## RECORDS SHOWN
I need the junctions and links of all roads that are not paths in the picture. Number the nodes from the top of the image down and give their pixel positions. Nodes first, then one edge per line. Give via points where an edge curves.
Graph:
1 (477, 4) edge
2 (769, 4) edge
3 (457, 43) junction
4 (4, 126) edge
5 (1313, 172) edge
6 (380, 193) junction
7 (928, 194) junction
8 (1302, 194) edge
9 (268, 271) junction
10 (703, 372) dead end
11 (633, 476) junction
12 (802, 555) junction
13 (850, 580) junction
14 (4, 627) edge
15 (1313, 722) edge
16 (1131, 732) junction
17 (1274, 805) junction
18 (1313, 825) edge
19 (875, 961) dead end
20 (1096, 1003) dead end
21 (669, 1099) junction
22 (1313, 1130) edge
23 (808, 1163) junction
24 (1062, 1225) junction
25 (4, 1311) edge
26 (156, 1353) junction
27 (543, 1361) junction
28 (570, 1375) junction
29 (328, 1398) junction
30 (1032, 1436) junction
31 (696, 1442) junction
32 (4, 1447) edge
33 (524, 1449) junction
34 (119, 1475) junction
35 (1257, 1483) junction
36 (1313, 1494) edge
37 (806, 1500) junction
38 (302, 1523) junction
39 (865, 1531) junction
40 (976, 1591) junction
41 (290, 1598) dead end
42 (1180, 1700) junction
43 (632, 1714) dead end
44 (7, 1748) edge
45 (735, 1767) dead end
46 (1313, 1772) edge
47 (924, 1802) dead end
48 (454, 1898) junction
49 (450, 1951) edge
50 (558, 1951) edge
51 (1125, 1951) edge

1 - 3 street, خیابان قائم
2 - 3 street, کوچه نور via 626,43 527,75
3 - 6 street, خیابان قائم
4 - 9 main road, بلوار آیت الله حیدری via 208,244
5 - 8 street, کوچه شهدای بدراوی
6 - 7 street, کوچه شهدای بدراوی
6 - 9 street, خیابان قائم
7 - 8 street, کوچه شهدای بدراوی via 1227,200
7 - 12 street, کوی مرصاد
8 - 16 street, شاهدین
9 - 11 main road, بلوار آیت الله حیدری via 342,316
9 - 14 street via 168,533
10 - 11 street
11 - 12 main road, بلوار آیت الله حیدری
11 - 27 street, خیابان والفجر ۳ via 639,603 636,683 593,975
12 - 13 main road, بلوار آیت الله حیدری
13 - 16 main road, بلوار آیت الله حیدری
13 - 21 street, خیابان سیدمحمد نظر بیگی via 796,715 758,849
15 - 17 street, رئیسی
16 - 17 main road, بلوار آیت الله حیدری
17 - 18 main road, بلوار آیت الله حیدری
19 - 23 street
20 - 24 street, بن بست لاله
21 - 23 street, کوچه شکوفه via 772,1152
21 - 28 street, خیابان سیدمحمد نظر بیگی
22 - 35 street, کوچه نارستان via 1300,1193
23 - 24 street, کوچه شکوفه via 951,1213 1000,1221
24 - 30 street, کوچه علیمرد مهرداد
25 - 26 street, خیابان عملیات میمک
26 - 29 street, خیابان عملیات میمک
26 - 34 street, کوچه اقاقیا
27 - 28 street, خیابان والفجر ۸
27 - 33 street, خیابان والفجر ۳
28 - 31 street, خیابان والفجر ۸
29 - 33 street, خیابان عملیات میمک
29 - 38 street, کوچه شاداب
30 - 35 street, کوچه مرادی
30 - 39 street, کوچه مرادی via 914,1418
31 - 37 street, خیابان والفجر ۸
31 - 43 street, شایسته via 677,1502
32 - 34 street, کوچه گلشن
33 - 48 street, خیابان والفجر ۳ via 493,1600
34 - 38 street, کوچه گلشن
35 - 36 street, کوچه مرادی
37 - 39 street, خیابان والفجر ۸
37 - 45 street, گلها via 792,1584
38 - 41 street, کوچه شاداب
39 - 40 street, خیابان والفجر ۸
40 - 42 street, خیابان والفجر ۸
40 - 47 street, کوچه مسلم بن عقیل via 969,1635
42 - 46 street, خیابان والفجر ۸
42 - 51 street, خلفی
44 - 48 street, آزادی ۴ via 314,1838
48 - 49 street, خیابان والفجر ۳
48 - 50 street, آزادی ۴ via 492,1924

## PROBLEM DETAILS
Write out every line from the entries where "سیدمحمد" appears.

## RESULT
13 - 21 street, خیابان سیدمحمد نظر بیگی via 796,715 758,849
21 - 28 street, خیابان سیدمحمد نظر بیگی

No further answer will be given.